Tem como proposição o fato de que a educação das relações étnico-raciais se dará com a construção de conhecimentos contextualizados e interseccionados, para potencializar os diálogos inter e transdisciplinares que promovam uma educação antirracista, de valorização, efetivação da história e cultura africana e afro-brasileira a qual contribui para a formação humanística, a compreensão das relações sociais e o enfrentamento das desigualdades.

Cumpre ressaltar que o presente trabalho procurará compreender o espaço escolar e as produções coletivas e colaborativas dos professores como fundamentais na estruturação de um Projeto Político Pedagógico que atenda adequadamente a implementação das Diretrizes Curriculares Nacionais para a Educação das Relações Étnico-Raciais, de forma que a prática pedagógica no interior das escolas seja embasada em princípios de diversidade e igualdade humana.

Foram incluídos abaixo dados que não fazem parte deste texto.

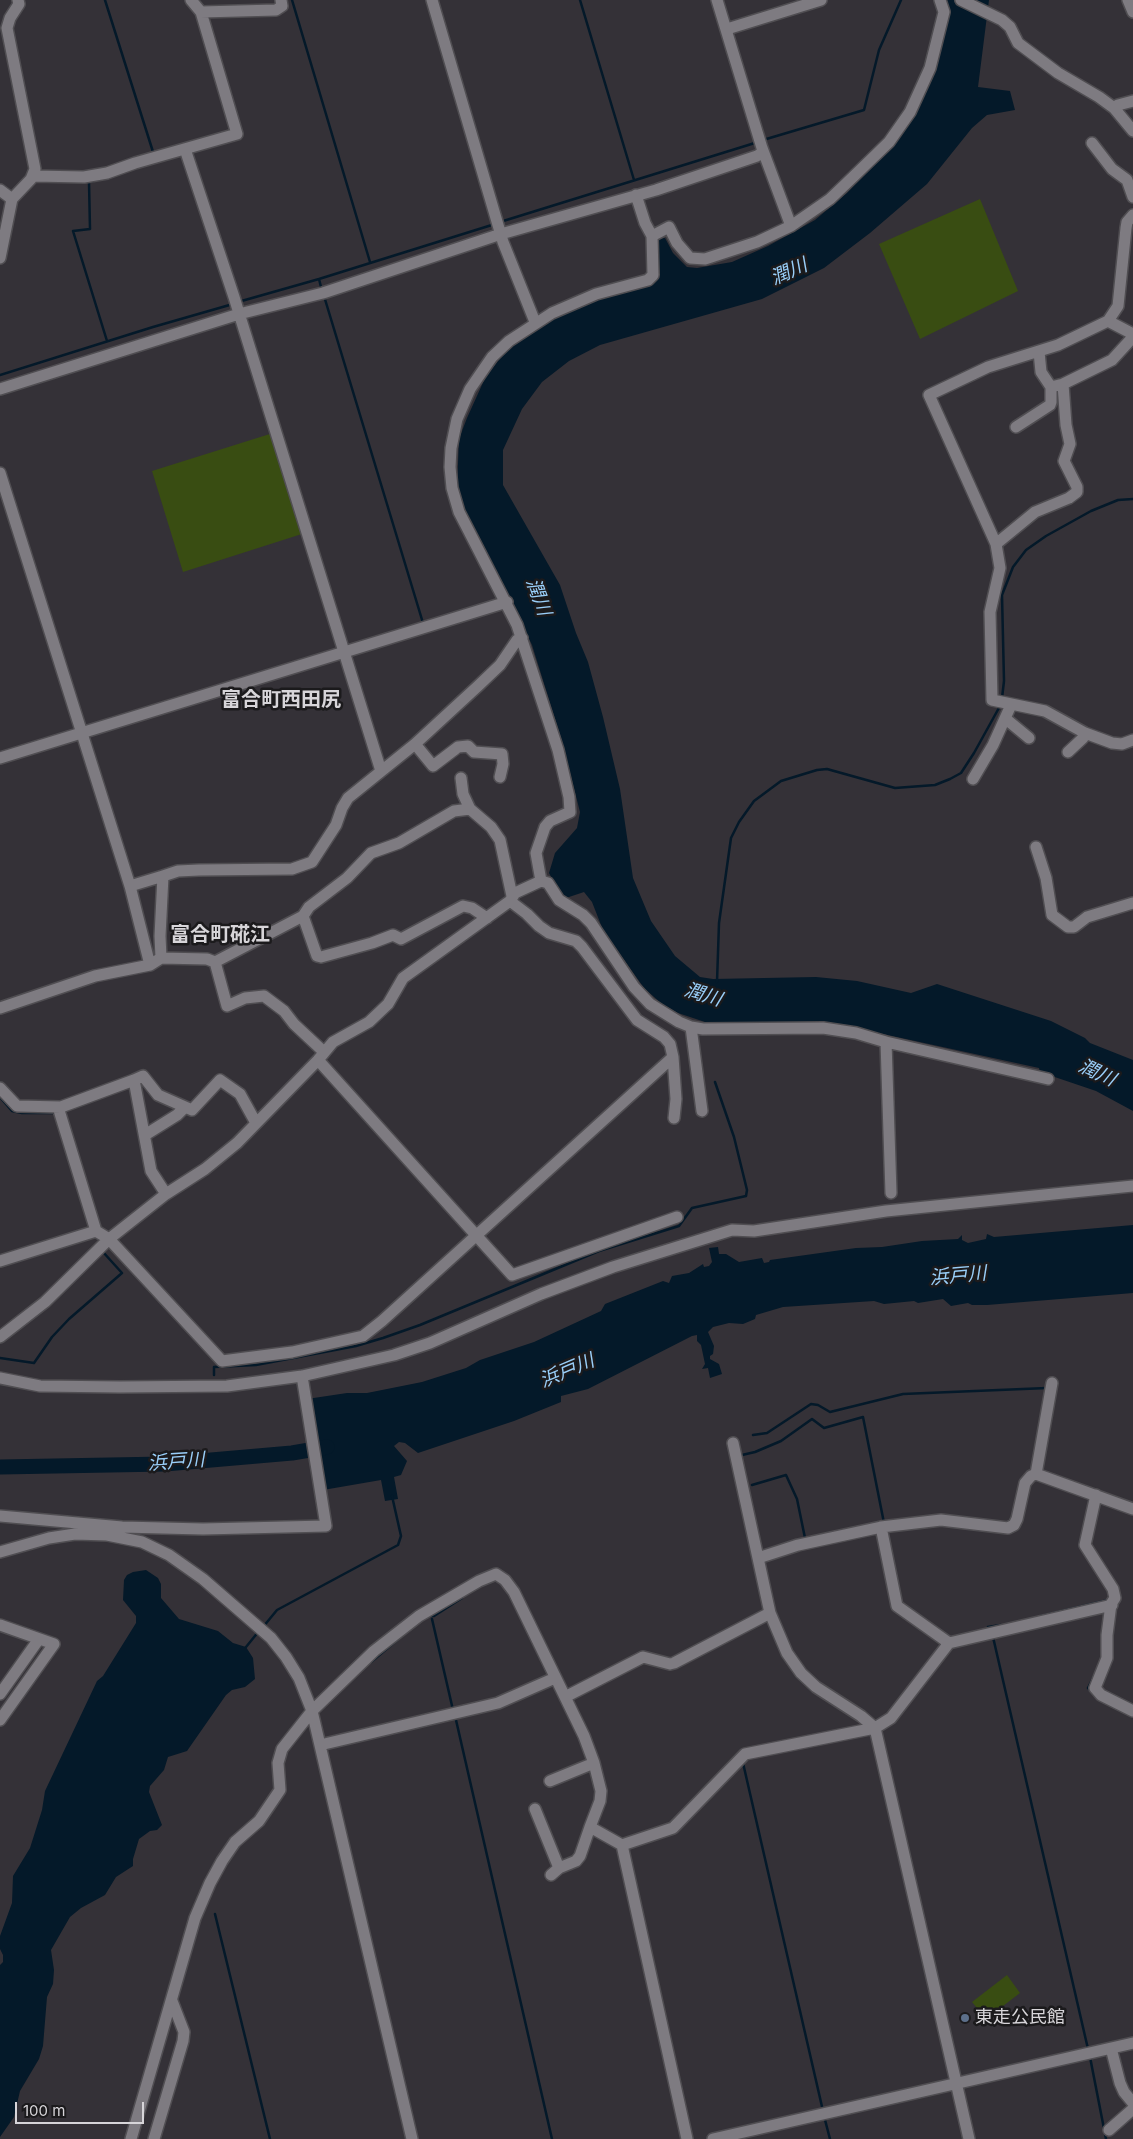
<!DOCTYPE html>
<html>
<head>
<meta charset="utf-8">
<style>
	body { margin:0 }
	#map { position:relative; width:1133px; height:2139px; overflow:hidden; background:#343137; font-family:Inter,sans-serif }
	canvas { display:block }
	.scale { position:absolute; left:15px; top:2102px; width:129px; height:22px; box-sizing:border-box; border:2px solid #d7d5d9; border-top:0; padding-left:6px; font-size:15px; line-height:18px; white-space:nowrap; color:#d7d5d9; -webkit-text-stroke:4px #1b1a1c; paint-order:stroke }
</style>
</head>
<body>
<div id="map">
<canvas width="1133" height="2139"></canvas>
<div class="scale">100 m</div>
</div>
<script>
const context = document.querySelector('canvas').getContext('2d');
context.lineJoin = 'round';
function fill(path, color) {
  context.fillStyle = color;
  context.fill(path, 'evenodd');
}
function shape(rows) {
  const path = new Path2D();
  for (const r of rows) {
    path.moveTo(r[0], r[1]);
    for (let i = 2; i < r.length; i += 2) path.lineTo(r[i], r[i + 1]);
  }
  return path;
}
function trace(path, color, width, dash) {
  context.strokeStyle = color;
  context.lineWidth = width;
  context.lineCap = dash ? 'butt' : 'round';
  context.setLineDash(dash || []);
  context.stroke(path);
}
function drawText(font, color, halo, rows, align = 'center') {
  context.font = font + ' Inter,"Noto Sans JP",sans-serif';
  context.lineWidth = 5;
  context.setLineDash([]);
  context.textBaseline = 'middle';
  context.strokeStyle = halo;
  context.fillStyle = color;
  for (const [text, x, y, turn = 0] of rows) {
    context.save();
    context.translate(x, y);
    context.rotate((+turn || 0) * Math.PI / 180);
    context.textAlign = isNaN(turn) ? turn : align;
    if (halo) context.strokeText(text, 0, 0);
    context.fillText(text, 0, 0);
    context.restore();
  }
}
const green = shape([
	[980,199,1018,291,920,339,879,244],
	[273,433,305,533,183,572,152,471],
	[1007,1975,1020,1993,986,2019,972,2002]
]);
const water = shape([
	[945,0,989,0,978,87,1010,91,1015,110,987,115,972,128,927,184,870,233,824,268,762,299,600,345,569,361,542,382,522,409,503,450,503,485,560,585,576,633,588,662,603,717,620,789,633,878,651,921,675,956,700,977,713,979,816,977,857,981,911,993,937,984,1051,1021,1085,1038,1090,1043,1133,1060,1133,1111,1096,1091,1040,1072,1039,1068,828,1022,705,1022,678,1013,662,1004,644,988,603,930,592,902,584,892,563,899,549,873,555,853,577,828,580,812,562,741,532,645,486,550,469,520,457,489,459,439,467,418,486,376,503,355,523,336,547,319,588,303,650,283,655,239,665,238,673,253,687,267,697,268,732,262,768,246,815,220,847,193,881,158,912,119],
	[1133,1225,1133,1293,987,1305,972,1305,968,1303,951,1306,943,1299,918,1303,914,1301,884,1304,874,1301,783,1307,756,1315,755,1319,743,1324,729,1323,713,1327,708,1332,714,1346,713,1354,710,1356,710,1359,719,1364,722,1374,710,1378,708,1368,702,1369,705,1364,701,1345,697,1341,697,1335,692,1336,588,1389,561,1396,561,1402,514,1421,418,1453,405,1443,399,1442,394,1446,407,1461,401,1475,394,1477,398,1499,385,1501,381,1480,323,1490,307,1399,347,1393,367,1393,422,1382,466,1368,480,1360,534,1342,601,1311,605,1304,663,1281,669,1283,672,1276,689,1273,703,1264,704,1267,709,1266,712,1262,709,1248,718,1247,719,1254,726,1254,739,1262,762,1258,764,1263,769,1262,770,1260,856,1248,882,1247,922,1241,958,1239,962,1235,962,1240,968,1243,986,1239,987,1234,994,1237],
	[146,1570,158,1578,161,1584,161,1598,179,1619,218,1631,233,1643,246,1647,253,1658,255,1679,245,1687,232,1690,226,1695,187,1751,168,1757,164,1770,150,1786,149,1792,162,1825,157,1830,150,1831,139,1839,133,1859,133,1866,116,1877,105,1895,81,1908,70,1917,51,1950,54,1970,53,1984,47,1997,43,2046,39,2059,20,2091,14,2117,0,2137,0,1965,3,1962,3,1955,0,1949,0,1936,12,1903,13,1876,30,1848,42,1810,45,1791,97,1681,103,1676,136,1623,136,1616,123,1600,124,1580,127,1575,133,1572]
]);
const stream = shape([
	[105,0,154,155],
	[292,0,370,262],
	[580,0,634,180],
	[763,140,864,110,879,50,901,0],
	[93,181,89,182,90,229,73,231,107,341],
	[500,222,758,142],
	[322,291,319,279,495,224],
	[324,296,423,623],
	[238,302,319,279],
	[0,375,153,327,233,304],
	[1002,698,1004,681,1002,595,1013,567,1026,550,1046,536,1091,511,1118,500,1133,499],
	[717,982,719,923,731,838,739,822,754,801,781,781,817,770,827,769,895,788,935,785,950,779,961,773,974,753,1000,706],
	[0,1097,12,1111,22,1113,57,1113],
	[0,1358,34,1363,52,1337,69,1319,122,1273,103,1252],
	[214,1375,214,1367,256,1365,356,1346,383,1338,420,1325,599,1251,679,1226,692,1208,746,1196,747,1190,734,1137,715,1082],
	[753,1435,767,1433,811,1404,818,1405,830,1412,903,1394,1047,1388],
	[742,1455,755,1452,781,1441,812,1419,824,1428,863,1417,884,1523],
	[752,1485,786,1475,797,1499,805,1538,807,1538],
	[427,1616,434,1616,462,1598],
	[1041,1616,1108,1600],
	[432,1619,453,1710],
	[263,1627,277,1610,398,1545,401,1536,392,1496],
	[988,1627,1001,1625],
	[993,1637,1088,2049],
	[246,1647,259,1631],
	[371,1662,409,1630],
	[1094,1676,1088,1688,1095,1696],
	[456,1720,552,2139],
	[743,1763,823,2111],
	[215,1914,270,2139],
	[1090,2057,1106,2139],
	[824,2116,830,2139]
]);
const river = shape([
	[0,1467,165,1464,292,1453,327,1447]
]);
const minor = shape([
	[432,0,503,242,535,322],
	[961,0,1002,20,1010,27,1018,43,1058,73,1099,97,1114,108,1133,131],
	[1128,0,1133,12],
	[201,12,276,10,282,6,281,0],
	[727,29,821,0],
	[1114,108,1118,105,1133,101],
	[1092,143,1112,169,1127,180,1133,197],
	[185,149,234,297,381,771],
	[34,176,84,177,107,173,135,163,237,134,201,12,191,0],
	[0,190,12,199],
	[791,226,830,199,854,176,889,142,910,112,930,68,944,12,940,0],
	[652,236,669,227,677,243,690,258,705,259,757,242,791,226,762,148,717,0],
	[0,258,12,199,31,179,35,169,7,28,10,18,19,4,18,0],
	[1108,321,1118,306,1126,228,1127,222,1133,215],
	[1133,334,1108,321,1058,345,988,367,929,395,996,544,1000,568,990,612,992,700,1045,711,1085,733,1112,743,1122,744,1133,740],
	[1051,387,1063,384,1112,360,1133,337],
	[0,389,239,314,323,293,501,234,656,190,757,156,763,152,762,148],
	[1016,427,1050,405,1051,402,1051,387,1041,372,1039,352],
	[0,473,130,886,150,965],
	[996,544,1035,512,1069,498,1077,492,1077,487,1064,461,1070,444,1066,425,1063,384],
	[1006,719,1029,738],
	[415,744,433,766,458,747,468,746,474,752,502,754,503,764,500,777],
	[1068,752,1083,738,1085,733],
	[0,758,507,602],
	[461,778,463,794,470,809,491,827,500,840,512,896],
	[973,779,993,745,1011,705],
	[1036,847,1046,878,1052,915,1068,927,1074,927,1087,917,1133,903],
	[541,881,536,853,545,827,550,821,570,812,569,797,558,750,517,625,459,512,452,488,450,467,451,448,457,419,470,389,492,357,509,341,552,313,596,294,648,280,653,275,652,236,645,223,636,195],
	[130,886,163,876],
	[303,916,309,907,347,878,371,853,399,843,454,811,470,809],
	[161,958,160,936,163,876,178,871,199,870,292,869,312,862,336,825,342,808,348,798,415,744,478,686,500,665,517,640,522,638],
	[215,962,303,916,317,956,321,957,372,943,393,935,401,939,463,906,472,908,487,918],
	[0,1008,95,976,150,965,161,958,207,959,215,962,227,1006,245,998,264,996,284,1011,294,1024,324,1052],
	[691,1027,702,1111],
	[886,1042,1048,1079],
	[673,1057,676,1099,674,1118],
	[318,1060,512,1275,677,1217],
	[134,1080,143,1076,158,1095,192,1110,220,1080,240,1094,256,1123],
	[0,1088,17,1106,61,1107,134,1080,151,1171,166,1194],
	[58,1107,96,1231],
	[145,1135,177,1115,184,1108],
	[0,1261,96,1231,109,1239,222,1361,292,1352,363,1336,382,1321,673,1057,670,1044,664,1037,637,1020,582,947,576,941,549,933,539,926,527,914,510,901],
	[0,1337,45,1302,109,1239,166,1194,205,1169,237,1143,318,1060,333,1042,369,1022,388,1004,403,978,510,901,515,893,541,881,548,883,559,900,583,915,591,923,634,987,650,1004,679,1022,691,1027,703,1029,823,1028,856,1033,886,1042,891,1193],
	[0,1378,40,1386,120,1387,227,1386,302,1376,394,1355,430,1343,541,1294,613,1267,732,1230,754,1231,886,1211,1133,1186],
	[733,1443,758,1558],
	[1036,1474,1052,1383],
	[1096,1495,1085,1545,1113,1589,1115,1598,1111,1604,1107,1635,1107,1658,1095,1688,1101,1695,1133,1711],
	[0,1516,122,1527,203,1529,326,1526,302,1376],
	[881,1527,897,1606,949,1643],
	[0,1552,49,1538,75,1534,107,1535,142,1542,169,1555,203,1579,271,1638,286,1657,299,1678,312,1711,412,2139],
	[0,1625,54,1644,0,1720],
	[0,1694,39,1639],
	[565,1697,643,1657,670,1664,674,1663,770,1613],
	[320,1745,498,1703,555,1678],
	[550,1781,594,1763],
	[535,1809,559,1868],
	[622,1845,687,2139],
	[551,1875,559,1868,576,1861,580,1856,590,1827],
	[1111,2048,1120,2083,1124,2092,1133,2103],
	[1109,2130,1133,2109],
	[131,2139,195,1918,210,1883,222,1861,235,1842,259,1821,280,1790,278,1763,282,1749,312,1711,374,1651,419,1616,479,1581,496,1574,505,1580,514,1592,584,1736,594,1763,601,1791,600,1801,590,1827,622,1845,673,1828,745,1754,875,1728,891,1718,949,1643,1112,1605],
	[154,2139,183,2041,184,2032,172,2001],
	[713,2139,1133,2043],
	[969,2139,875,1728,861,1716,816,1687,801,1673,787,1653,770,1613,758,1558,798,1545,881,1527,941,1520,1008,1528,1014,1525,1017,1519,1025,1483,1031,1476,1036,1474,1133,1509]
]);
const markers = [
	[965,2018,5,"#5c6f8a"]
];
const poiNames = [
	["東走公民館",975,2018]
];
const waterNames = [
	["潤川",789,272,-24],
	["潤川",538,597,70],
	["潤川",703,995,17],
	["潤川",1097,1073,25],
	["浜戸川",958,1276,-5],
	["浜戸川",567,1371,-23],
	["浜戸川",176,1462,-4]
];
const quarterNames = [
	["富合町西田尻",281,700],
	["富合町硴江",220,935]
];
fill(green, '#394d12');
fill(water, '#041929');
trace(stream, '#041929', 2.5);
trace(river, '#041929', 15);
trace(minor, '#504e52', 14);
trace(minor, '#7e7b81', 11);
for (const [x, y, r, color] of markers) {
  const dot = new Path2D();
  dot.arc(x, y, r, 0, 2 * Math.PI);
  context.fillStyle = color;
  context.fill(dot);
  trace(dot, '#1b1a1c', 2);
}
drawText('18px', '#d7d5d9', '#1b1a1c', poiNames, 'left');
drawText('italic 19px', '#99cef8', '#1b1a1c', waterNames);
drawText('bold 20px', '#d7d5d9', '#1b1a1c', quarterNames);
</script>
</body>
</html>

2. EDUCAÇÃO DAS RELAÇÕES ÉTNICO-RACIAIS: DESAFIO PARA A PRÁTICA PEDAGÓGICA

A Lei nº 10.639, de 9 de janeiro de 2003 altera a Lei nº 9.394, de 20 de dezembro de 1996, que estabelece as Diretrizes e Bases da Educação Nacional, para incluir no currículo oficial da Rede de Ensino a obrigatoriedade da temática História e Cultura Africana e Afro-Brasileira. A Lei 10.639/03 marcou uma conquista histórica do Movimento Negro em todo território nacional, relacionada à política de ações afirmativas. Mais tarde, em 2008, foi sancionada a lei 11.645/08 para incluir no currículo oficial da rede de ensino a obrigatoriedade da temática História e Cultura Afro-Brasileira e Indígena.

O processo de implementação da Lei 10.639/03 perpassa o campo das relações étnico-raciais brasileiras construído historicamente por relações de poder, no qual a raça se configura como aspecto determinante nas relações culturais, políticas, sociais e econômicas.

Para que os processos pedagógicos alcancem os objetivos da referida lei é necessário no contexto escolar o entendimento dos conceitos de raça e etnia.
Segundo o parecer do Conselho Nacional de Educação 03 de 2004:

É importante destacar que se entende por raça a construção social forjada nas tensas relações entre brancos e negros, muitas vezes simuladas como harmoniosas, nada tendo a ver com o conceito biológico de raça cunhado no século XVIII e hoje sobejamente superado (BRASIL, 2004a, p. 5).

O conceito de raça determinava durante muito tempo nas relações sociais brasileiras os aspectos físicos de uma pessoa, enfatizando a ideia de raças superiores e inferiores utilizadas pela ciência do século XIX. No entanto, o Movimento Negro ressignificou o termo raça utilizando-o com um sentido político e de reconhecimento da tradição africana. Conforme Gomes:

O conceito de raça é adotado, nessa perspectiva, com um significado político e identitário construído com base na análise do tipo de racismo que existe no contexto brasileiro, as suas formas de superação e considerando a dimensão histórica e cultural a que esse processo complexo nos remete (GOMES, 2011, p. 2).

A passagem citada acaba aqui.